Problem to work on:
Tell how many lines contain the string "BERNARD" in the material underneath; the reply is that number and no more.

Supplied material:
++++++

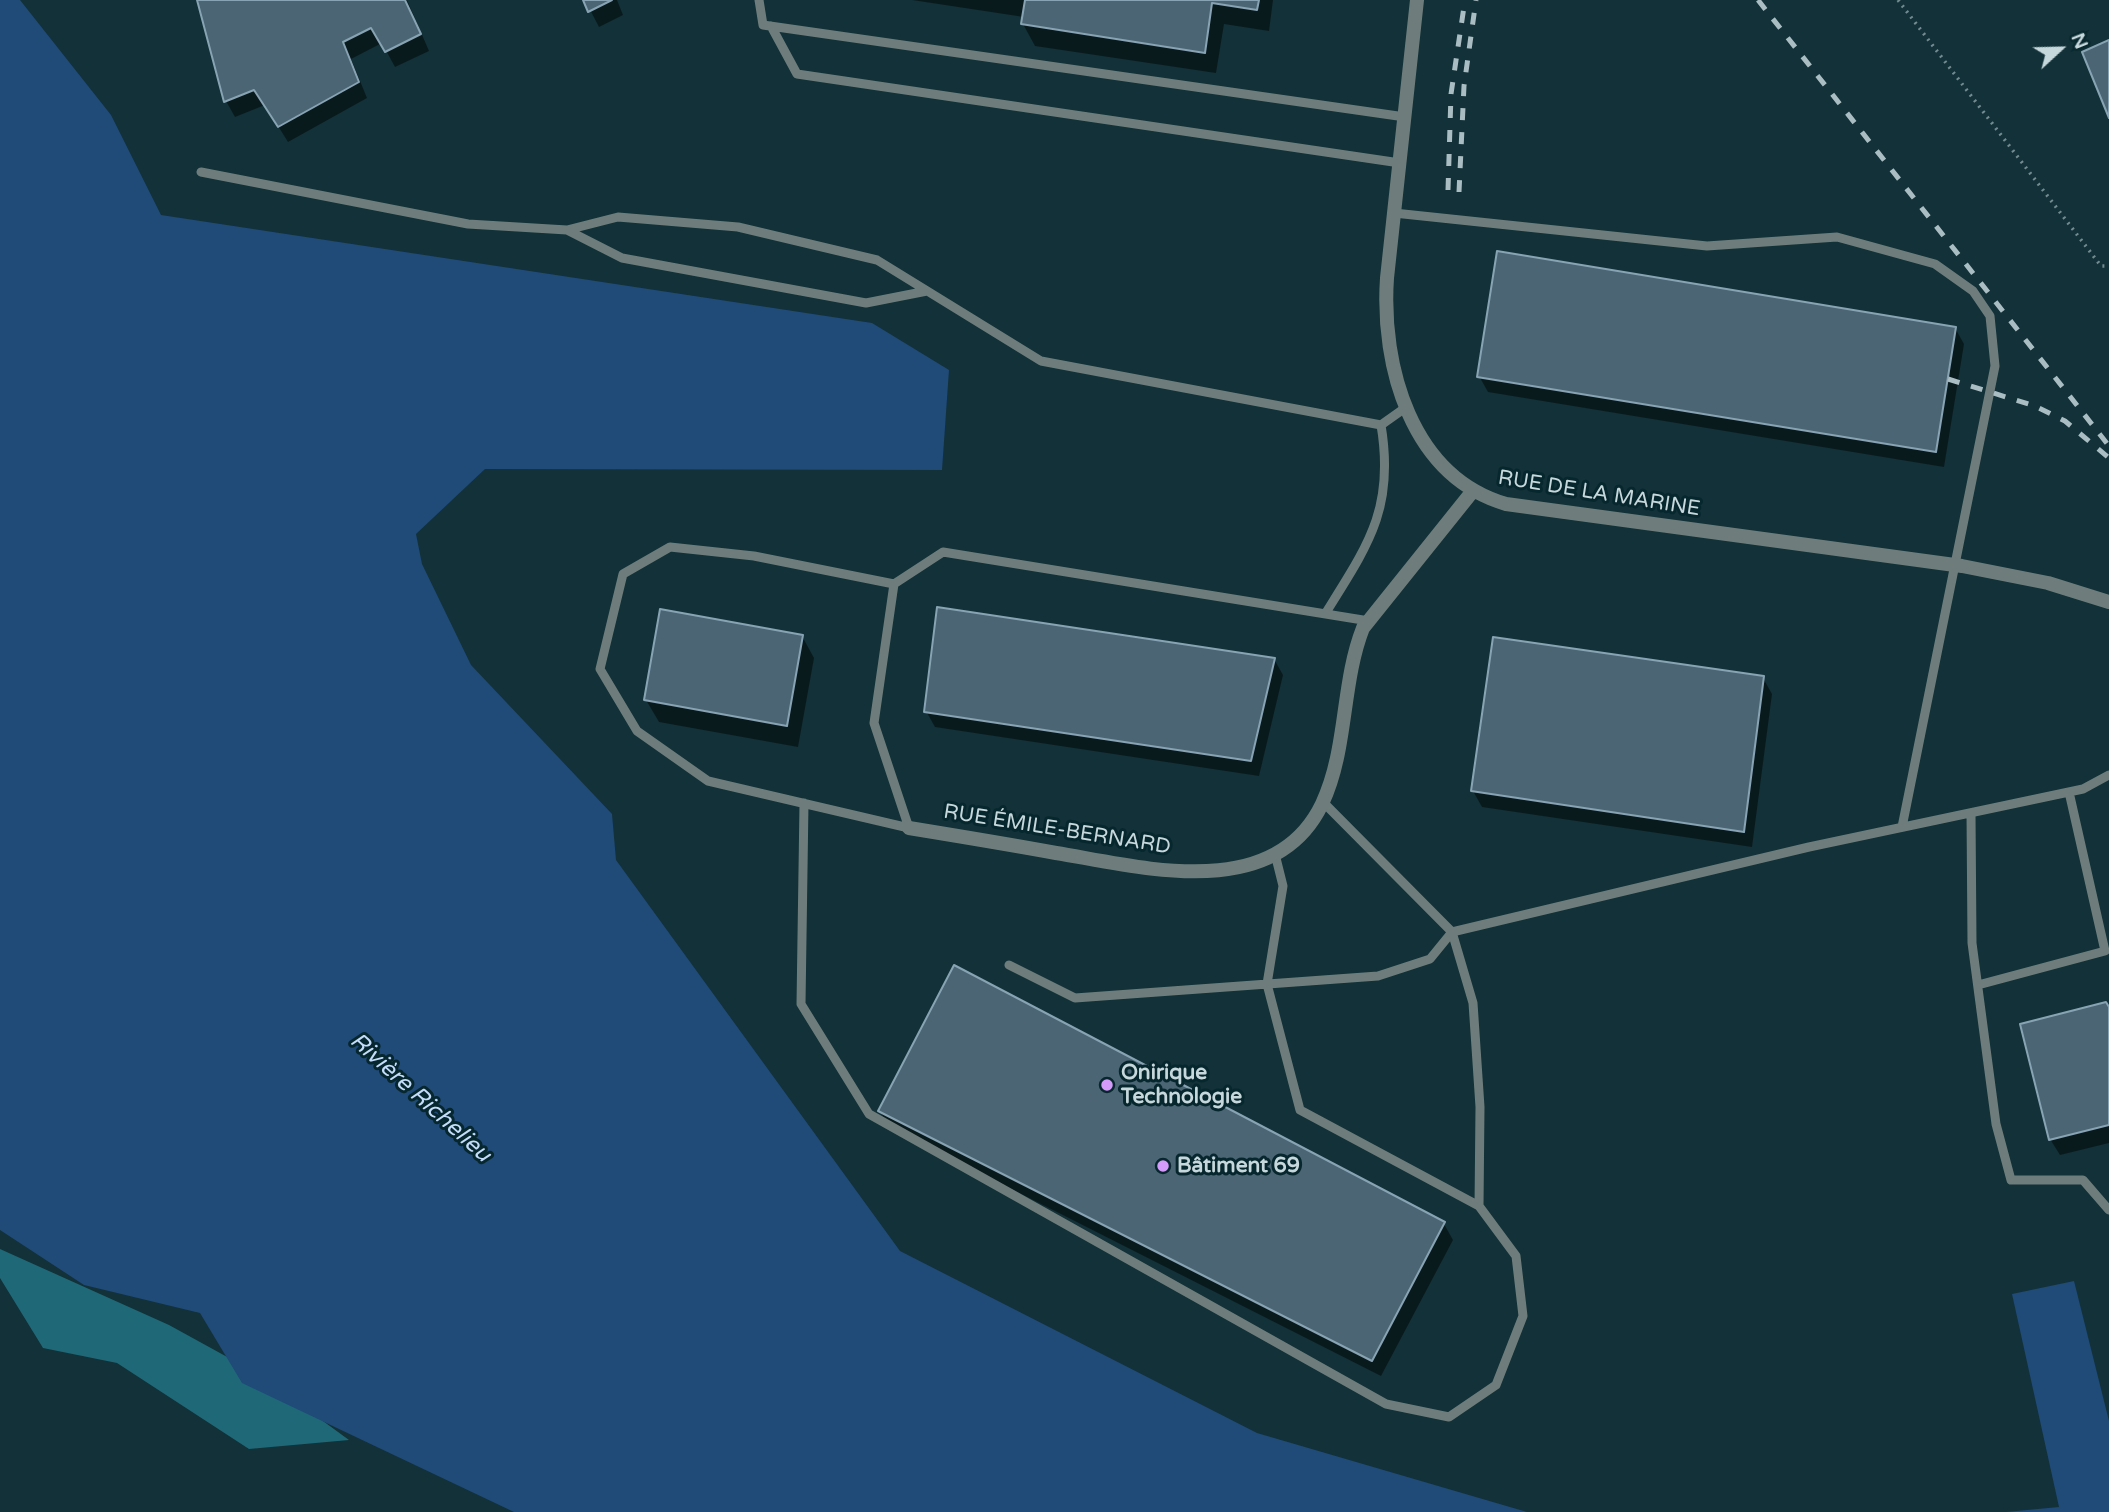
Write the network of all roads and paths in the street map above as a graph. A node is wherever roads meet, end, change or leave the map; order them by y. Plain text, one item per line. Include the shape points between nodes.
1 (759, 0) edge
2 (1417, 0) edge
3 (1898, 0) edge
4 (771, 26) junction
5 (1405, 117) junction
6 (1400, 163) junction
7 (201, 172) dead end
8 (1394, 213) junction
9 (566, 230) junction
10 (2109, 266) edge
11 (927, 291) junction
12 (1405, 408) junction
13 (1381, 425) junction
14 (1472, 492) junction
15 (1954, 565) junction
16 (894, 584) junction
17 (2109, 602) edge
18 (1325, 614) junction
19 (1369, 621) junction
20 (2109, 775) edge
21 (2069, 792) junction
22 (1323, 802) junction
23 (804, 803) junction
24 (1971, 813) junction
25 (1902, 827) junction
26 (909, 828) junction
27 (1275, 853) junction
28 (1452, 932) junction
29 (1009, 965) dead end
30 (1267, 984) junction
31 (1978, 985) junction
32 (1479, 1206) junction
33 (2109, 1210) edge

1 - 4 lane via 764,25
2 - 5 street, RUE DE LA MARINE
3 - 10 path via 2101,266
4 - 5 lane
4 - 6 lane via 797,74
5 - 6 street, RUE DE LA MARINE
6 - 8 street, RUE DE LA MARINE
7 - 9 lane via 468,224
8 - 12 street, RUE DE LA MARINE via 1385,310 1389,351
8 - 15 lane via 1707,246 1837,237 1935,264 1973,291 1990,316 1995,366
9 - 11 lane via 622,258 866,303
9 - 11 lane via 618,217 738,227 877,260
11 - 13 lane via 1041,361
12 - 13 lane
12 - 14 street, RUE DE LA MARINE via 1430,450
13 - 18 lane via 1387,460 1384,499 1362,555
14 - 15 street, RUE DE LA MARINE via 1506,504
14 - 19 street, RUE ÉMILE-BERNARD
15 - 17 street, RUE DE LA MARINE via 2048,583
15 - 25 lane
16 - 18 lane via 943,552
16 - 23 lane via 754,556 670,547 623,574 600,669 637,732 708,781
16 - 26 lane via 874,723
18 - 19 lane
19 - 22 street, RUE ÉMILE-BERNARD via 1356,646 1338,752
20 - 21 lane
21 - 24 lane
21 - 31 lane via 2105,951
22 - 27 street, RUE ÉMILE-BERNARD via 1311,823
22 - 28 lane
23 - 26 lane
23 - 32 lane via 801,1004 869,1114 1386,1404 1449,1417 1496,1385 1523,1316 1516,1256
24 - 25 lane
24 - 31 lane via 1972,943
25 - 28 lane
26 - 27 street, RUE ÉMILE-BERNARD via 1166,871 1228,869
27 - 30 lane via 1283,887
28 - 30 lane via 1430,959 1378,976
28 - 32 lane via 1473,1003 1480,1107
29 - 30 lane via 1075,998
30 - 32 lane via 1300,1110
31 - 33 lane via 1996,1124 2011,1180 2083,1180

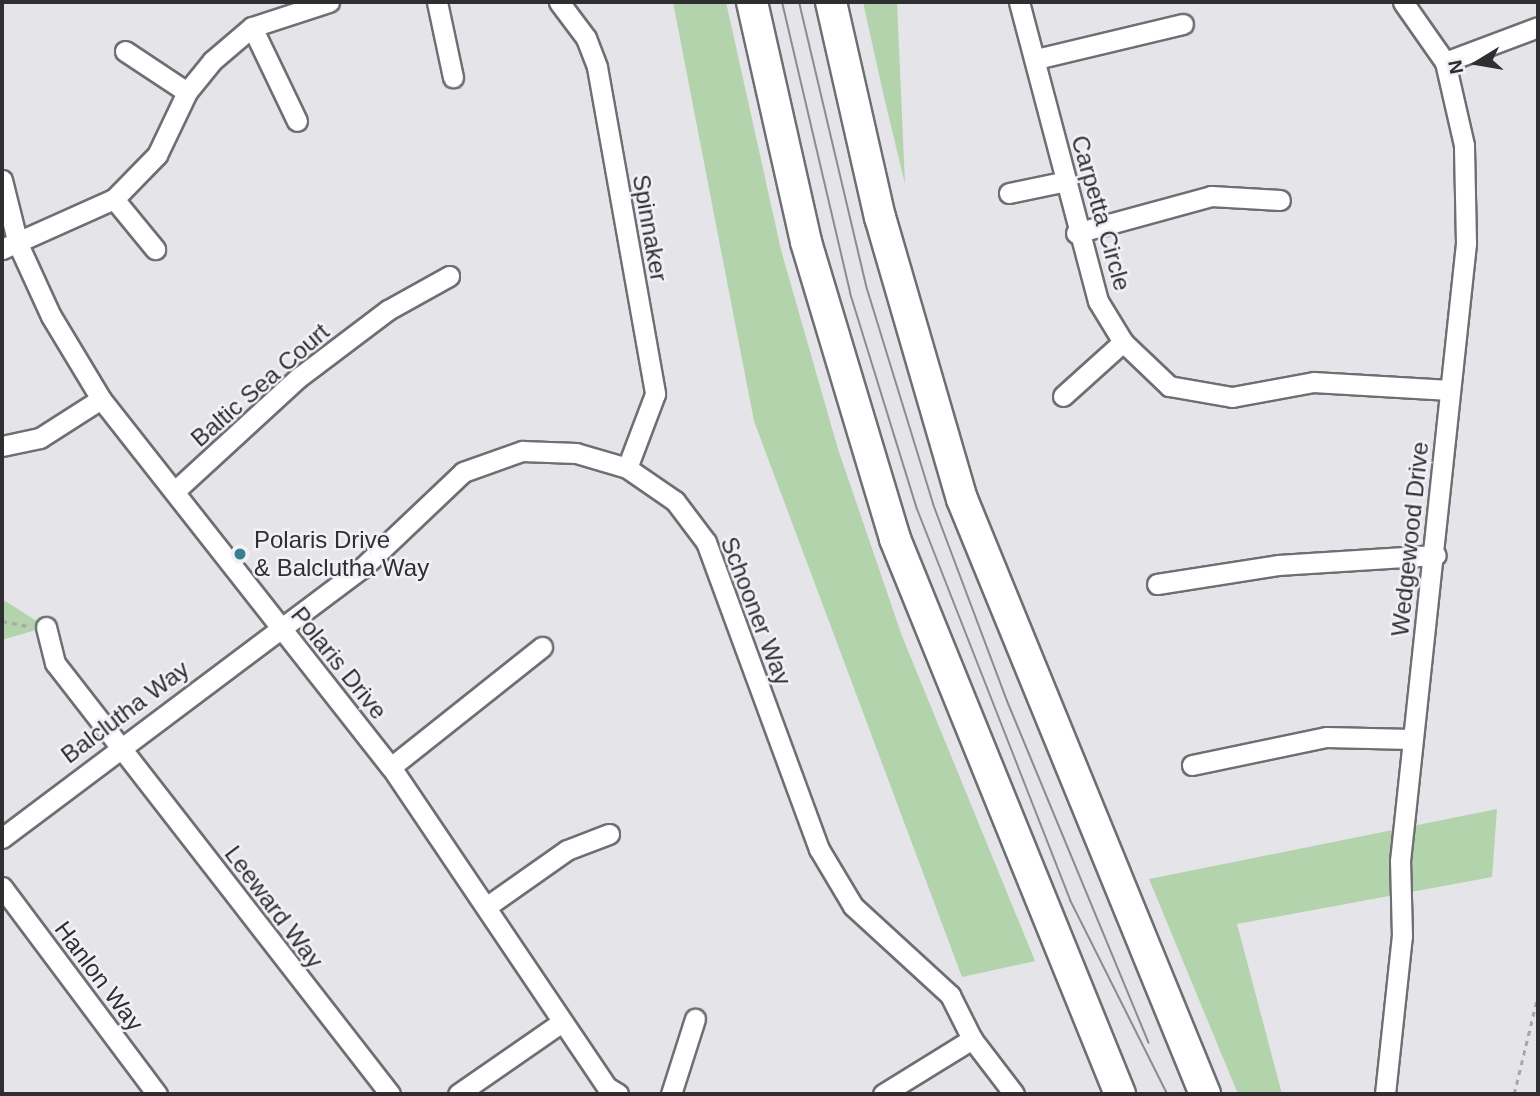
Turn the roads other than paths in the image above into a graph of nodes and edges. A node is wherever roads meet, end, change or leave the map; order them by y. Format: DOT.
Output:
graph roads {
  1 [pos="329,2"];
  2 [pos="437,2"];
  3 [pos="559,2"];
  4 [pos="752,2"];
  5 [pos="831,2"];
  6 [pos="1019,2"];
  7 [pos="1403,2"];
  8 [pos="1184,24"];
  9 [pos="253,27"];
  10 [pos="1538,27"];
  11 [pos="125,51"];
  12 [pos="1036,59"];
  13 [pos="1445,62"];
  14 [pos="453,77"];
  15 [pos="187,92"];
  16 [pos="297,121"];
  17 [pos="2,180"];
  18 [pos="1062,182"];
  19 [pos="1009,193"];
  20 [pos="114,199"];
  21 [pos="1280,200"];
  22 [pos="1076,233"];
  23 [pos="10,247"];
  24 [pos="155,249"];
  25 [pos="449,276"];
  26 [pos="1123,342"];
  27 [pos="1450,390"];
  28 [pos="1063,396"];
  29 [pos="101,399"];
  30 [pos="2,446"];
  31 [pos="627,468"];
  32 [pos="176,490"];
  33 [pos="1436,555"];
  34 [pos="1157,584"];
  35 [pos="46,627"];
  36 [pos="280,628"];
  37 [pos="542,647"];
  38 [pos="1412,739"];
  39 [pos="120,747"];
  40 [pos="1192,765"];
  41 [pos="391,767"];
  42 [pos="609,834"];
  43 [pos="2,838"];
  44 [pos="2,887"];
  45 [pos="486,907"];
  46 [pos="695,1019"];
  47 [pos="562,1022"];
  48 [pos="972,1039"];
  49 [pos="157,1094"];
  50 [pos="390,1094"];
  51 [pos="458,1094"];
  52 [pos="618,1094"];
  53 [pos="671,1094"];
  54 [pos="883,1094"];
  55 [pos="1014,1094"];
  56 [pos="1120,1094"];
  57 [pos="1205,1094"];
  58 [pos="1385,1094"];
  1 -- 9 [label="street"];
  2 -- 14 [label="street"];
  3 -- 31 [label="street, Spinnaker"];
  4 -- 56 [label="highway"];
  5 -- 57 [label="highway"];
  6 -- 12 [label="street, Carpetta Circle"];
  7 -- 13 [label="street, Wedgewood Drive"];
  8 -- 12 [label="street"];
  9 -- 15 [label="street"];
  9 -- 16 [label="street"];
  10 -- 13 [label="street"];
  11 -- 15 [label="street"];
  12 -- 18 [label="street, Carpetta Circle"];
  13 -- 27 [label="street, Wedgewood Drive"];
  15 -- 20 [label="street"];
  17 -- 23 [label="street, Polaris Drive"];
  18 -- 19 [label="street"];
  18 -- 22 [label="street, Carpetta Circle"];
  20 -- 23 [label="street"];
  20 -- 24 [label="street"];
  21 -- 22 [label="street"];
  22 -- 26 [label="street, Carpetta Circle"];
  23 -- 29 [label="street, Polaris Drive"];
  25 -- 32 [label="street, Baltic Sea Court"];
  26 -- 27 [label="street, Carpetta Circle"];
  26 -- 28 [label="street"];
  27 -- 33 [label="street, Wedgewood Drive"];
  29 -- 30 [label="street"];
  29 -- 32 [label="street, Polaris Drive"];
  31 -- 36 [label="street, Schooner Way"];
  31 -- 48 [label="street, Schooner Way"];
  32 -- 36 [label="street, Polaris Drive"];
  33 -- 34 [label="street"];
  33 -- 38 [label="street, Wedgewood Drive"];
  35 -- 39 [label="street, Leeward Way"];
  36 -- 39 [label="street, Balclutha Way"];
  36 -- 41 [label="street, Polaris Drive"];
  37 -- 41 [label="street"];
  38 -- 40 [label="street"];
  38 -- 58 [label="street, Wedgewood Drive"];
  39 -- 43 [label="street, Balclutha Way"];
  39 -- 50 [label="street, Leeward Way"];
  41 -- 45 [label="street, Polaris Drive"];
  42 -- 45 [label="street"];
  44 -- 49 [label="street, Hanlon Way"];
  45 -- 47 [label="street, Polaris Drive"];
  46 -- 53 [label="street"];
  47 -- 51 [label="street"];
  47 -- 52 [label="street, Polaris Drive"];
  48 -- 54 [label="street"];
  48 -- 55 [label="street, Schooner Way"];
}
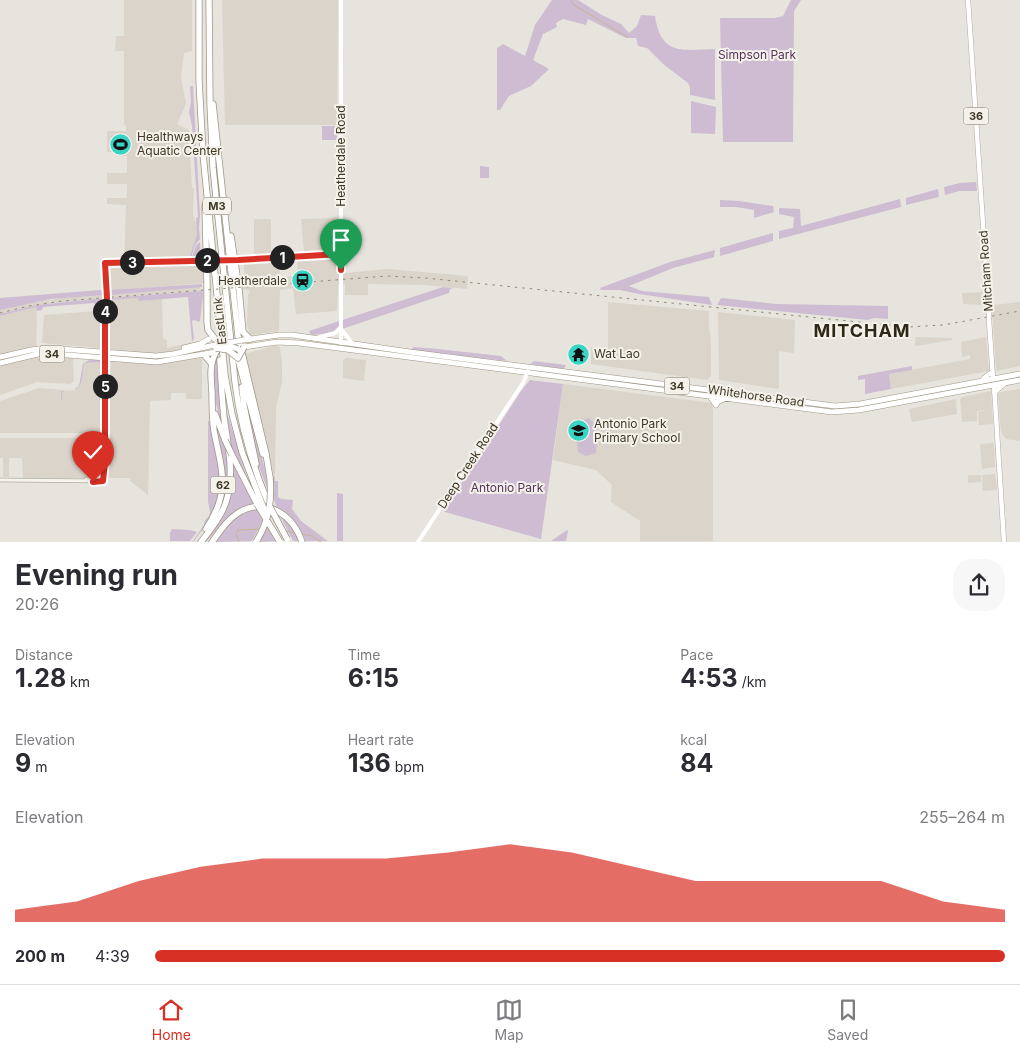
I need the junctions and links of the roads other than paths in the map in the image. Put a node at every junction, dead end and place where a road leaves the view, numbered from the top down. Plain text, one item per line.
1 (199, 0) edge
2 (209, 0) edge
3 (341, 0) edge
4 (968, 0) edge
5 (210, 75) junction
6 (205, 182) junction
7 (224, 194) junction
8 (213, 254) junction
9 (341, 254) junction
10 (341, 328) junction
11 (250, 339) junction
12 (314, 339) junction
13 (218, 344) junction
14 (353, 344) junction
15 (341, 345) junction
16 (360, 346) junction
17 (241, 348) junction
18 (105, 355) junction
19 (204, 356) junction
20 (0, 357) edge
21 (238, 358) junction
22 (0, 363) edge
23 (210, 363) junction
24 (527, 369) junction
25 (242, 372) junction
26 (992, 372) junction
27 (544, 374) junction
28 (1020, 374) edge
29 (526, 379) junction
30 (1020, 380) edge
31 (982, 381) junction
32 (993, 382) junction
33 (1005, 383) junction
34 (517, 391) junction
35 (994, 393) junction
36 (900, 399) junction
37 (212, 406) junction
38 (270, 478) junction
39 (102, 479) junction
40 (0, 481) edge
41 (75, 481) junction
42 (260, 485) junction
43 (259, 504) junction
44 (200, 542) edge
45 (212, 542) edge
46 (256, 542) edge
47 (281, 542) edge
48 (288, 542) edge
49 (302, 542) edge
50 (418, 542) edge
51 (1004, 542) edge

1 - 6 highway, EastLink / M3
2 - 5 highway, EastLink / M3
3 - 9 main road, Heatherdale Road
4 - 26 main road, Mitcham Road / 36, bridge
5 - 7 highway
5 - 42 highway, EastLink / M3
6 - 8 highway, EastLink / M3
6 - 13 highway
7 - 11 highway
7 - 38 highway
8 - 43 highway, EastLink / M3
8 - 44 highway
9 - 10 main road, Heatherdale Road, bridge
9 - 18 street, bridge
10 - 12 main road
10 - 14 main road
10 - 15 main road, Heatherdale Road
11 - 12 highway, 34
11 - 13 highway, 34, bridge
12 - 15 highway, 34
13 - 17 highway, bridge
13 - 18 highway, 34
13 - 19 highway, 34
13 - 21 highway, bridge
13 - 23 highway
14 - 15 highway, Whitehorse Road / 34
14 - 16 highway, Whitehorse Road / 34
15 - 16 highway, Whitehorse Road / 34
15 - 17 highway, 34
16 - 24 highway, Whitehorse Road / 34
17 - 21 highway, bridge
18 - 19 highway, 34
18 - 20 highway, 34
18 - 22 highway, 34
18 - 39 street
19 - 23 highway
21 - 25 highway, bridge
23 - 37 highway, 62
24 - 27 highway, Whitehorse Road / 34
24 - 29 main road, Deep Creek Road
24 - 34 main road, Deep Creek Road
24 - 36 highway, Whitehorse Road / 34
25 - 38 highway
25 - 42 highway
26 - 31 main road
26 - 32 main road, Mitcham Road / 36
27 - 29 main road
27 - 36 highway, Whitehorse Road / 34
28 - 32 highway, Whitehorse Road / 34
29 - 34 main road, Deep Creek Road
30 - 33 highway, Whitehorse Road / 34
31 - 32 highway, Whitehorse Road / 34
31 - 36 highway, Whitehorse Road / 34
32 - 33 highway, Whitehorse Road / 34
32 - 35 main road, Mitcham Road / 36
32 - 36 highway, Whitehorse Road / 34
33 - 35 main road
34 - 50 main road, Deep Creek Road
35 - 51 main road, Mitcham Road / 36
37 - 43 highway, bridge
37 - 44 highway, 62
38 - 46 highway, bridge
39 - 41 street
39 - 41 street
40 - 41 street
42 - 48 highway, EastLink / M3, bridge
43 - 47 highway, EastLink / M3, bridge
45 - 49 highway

++++++

Exercise output:
4